Это – как бы формула дурного общества по Гоголю. «Цивилизация», если можно так назвать ее, несет раздробленность; это – одна из мыслей, пронизывающих все творчество Гоголя. Он же хочет противостать этой раздробленности; он – проповедник слитного и простого единства народной общины; он жаждет гармонического уклада жизни, понятого как простое единообразие ее. Отсюда и стремление Гоголя, как художника, противопоставить пестрой картине действительности, отраженной в современной ему литературе, величественное, спокойное, гармоническое единство взгляда, единство простейших очертаний целостного восприятия мира, общества и человека. Это приведет его к грандиозному замыслу «Мертвых душ», картины, разом охватывающей всю Русь, к замыслу создания нового эпоса, наконец, уже в патологическом искажении, и к прославлению «Одиссеи» как возрождения гармонического единства жизнеощущения ради назидания сорвавшейся в раздробленность современности.

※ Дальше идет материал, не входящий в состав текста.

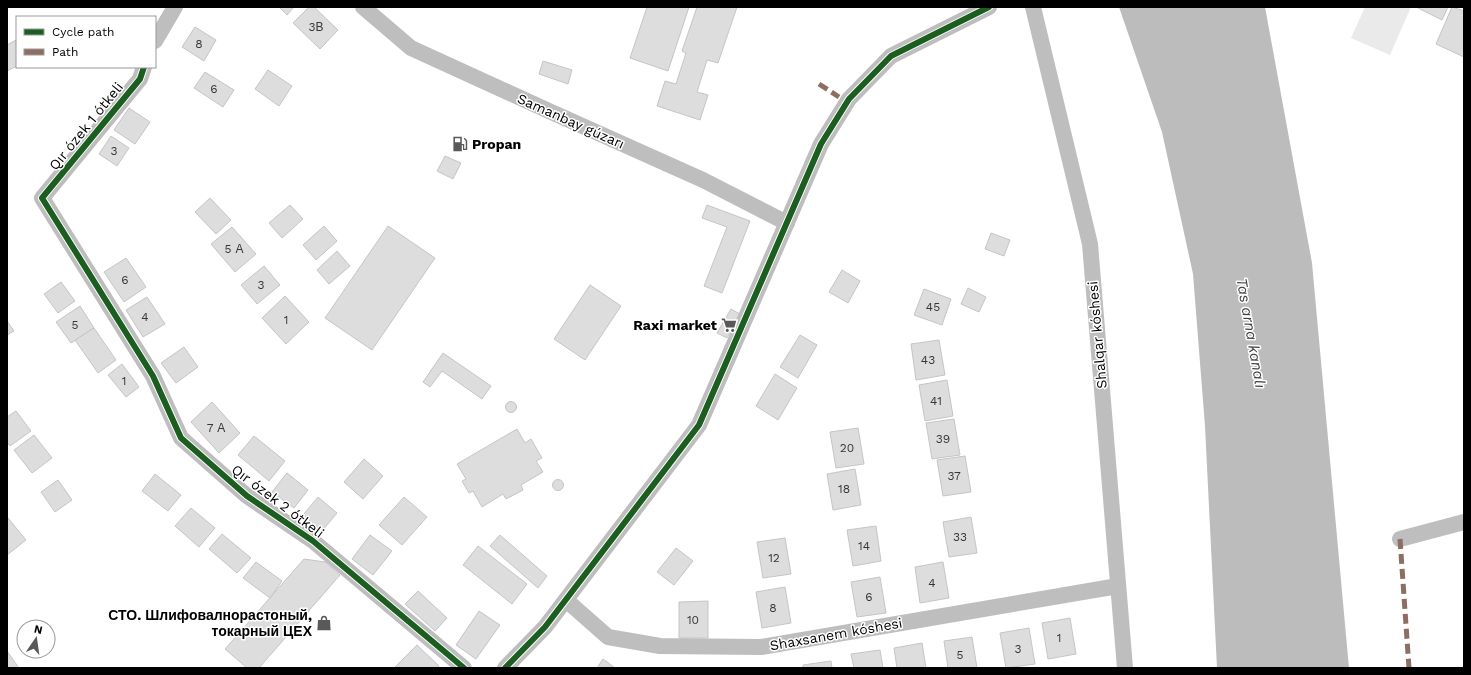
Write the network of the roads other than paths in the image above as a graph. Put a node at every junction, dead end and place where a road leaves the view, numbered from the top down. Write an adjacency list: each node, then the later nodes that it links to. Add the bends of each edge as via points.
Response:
1 (175, 7): 5 (street)
2 (363, 7): 8 (street, Samanbay gúzarı, via 411,48 703,180)
3 (989, 7): 8 (street, via 891,56 849,99 820,144)
4 (1033, 7): 11 (street, Shalqar kóshesi, via 1090,244)
5 (156, 38)
6 (144, 68): 7 (street, Qır ózek 1 ótkeli, via 140,79)
7 (42, 198): 13 (street, Qır ózek 2 ótkeli, via 153,376 181,438 247,496 313,541)
8 (787, 223): 12 (street, via 699,425)
9 (1464, 522): 10 (street)
10 (1400, 538)
11 (1118, 586): 12 (street, Shaxsanem kóshesi, via 761,647 660,646 608,637); 15 (street, Shalqar kóshesi)
12 (566, 600): 14 (street)
13 (464, 668)
14 (505, 668)
15 (1125, 668)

«Цивилизация», отрицаемая Гоголем, – это искусственная жизнь городов, столиц, делящая людей и тем самым порождающая ложные, искусственные, неврастенические страсти, исказившие облик здорового, могучего и спокойного человека-героя, облик народа (Остап Бульбенко). Отсюда лихорадочность рассказа о Черткове и бешенство страстей, снедающих его. Отсюда и дикая лихорадка страсти, нервозность, искажающая облик жизни в рассказе о Пискареве в «Невском проспекте». В этой истории гибели скромного мечтателя преобладает ночное освещение – тогда как история Тараса почти вся освещена ярким солнцем (гибель, совращение Андрия городом врагов даны в ночной тьме); это – призрачное, искусственное освещение ночного города, создающее лживую картину мира и как бы выражающее злые и ложные страсти злого и ложного общества. Вечером, во тьме, при фонарях, на Невском проспекте воцаряются эти страсти. «В это время чувствуется какая-то цель, или, лучше, что-то похожее на цель. Что-то чрезвычайно безотчетное, шаги всех ускоряются и становятся вообще очень неровны. Длинные тени мелькают по стенам и мостовой и чуть не достигают головами Полицейского моста…» и т. д.